About this exercise: Down to the last line, retype the records below exactly and skip the pictures.
*** Available records
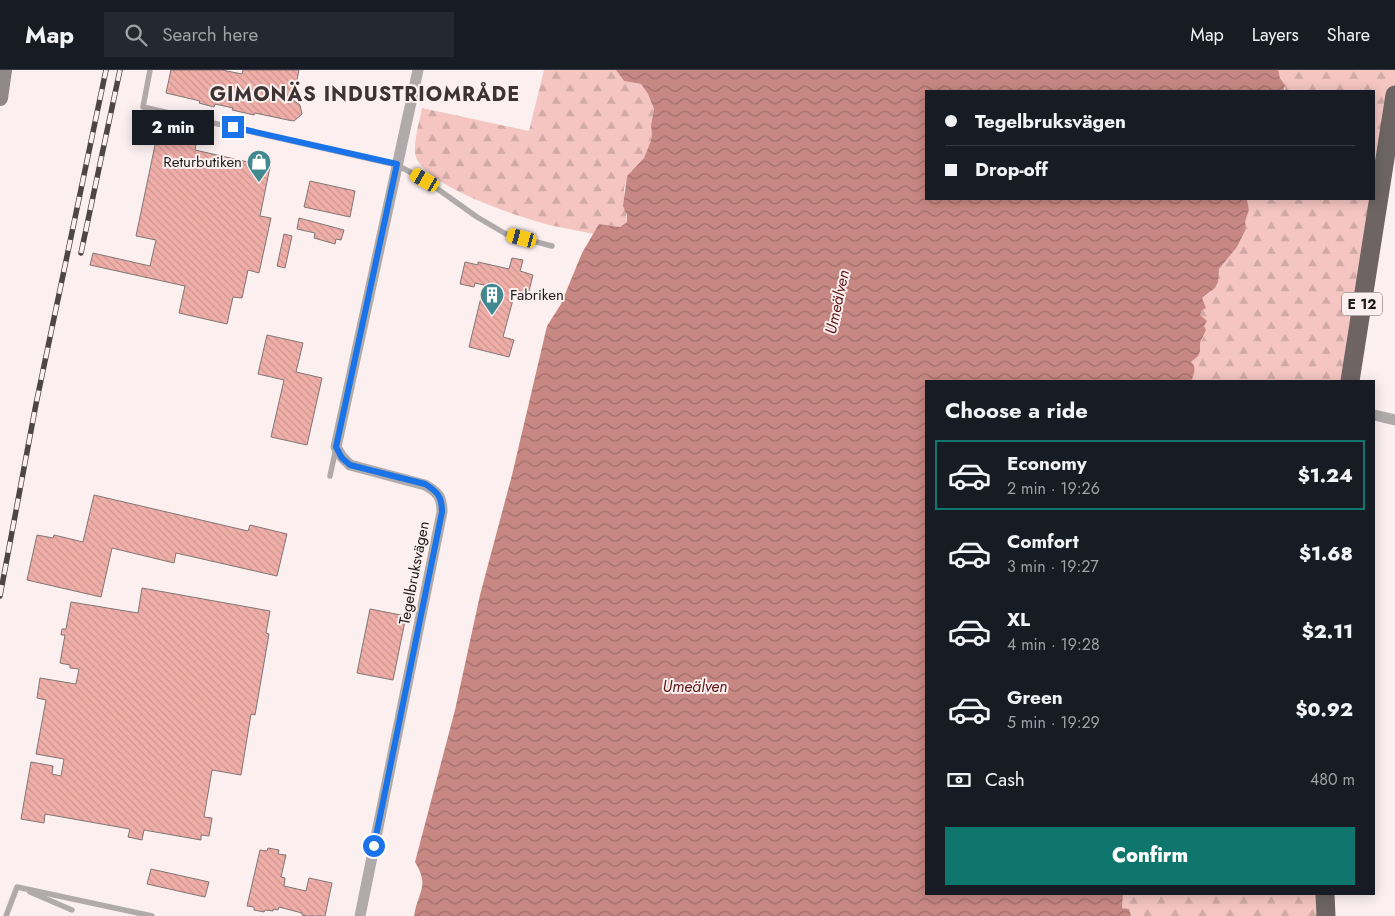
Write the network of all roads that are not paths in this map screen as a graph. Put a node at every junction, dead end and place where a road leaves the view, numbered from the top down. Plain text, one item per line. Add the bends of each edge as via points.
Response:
1 (150, 70) edge
2 (418, 70) edge
3 (2, 73) edge
4 (1395, 95) edge
5 (0, 98) edge
6 (397, 164) junction
7 (552, 246) dead end
8 (1350, 380) edge
9 (1375, 415) edge
10 (1395, 420) edge
11 (336, 447) junction
12 (330, 476) dead end
13 (17, 887) junction
14 (1325, 895) edge
15 (72, 910) dead end
16 (6, 916) edge
17 (152, 916) edge
18 (360, 916) edge
19 (1326, 916) edge

1 - 6 lane via 142,106
2 - 6 street
3 - 5 main road
4 - 8 highway, E 12
6 - 7 lane via 506,234
6 - 11 street
9 - 10 street
11 - 12 lane
11 - 18 street, Tegelbruksvägen via 350,465 425,484 436,491 442,501
13 - 15 lane
13 - 16 lane
13 - 17 lane
14 - 19 highway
******
Answer box:
Write the network of all roads that are not paths in this map screen as a graph. Put a node at every junction, dead end and place where a road leaves the view, numbered from the top down. Plain text, one item per line. Add the bends of each edge as via points.
Response:
1 (150, 70) edge
2 (418, 70) edge
3 (2, 73) edge
4 (1395, 95) edge
5 (0, 98) edge
6 (397, 164) junction
7 (552, 246) dead end
8 (1350, 380) edge
9 (1375, 415) edge
10 (1395, 420) edge
11 (336, 447) junction
12 (330, 476) dead end
13 (17, 887) junction
14 (1325, 895) edge
15 (72, 910) dead end
16 (6, 916) edge
17 (152, 916) edge
18 (360, 916) edge
19 (1326, 916) edge

1 - 6 lane via 142,106
2 - 6 street
3 - 5 main road
4 - 8 highway, E 12
6 - 7 lane via 506,234
6 - 11 street
9 - 10 street
11 - 12 lane
11 - 18 street, Tegelbruksvägen via 350,465 425,484 436,491 442,501
13 - 15 lane
13 - 16 lane
13 - 17 lane
14 - 19 highway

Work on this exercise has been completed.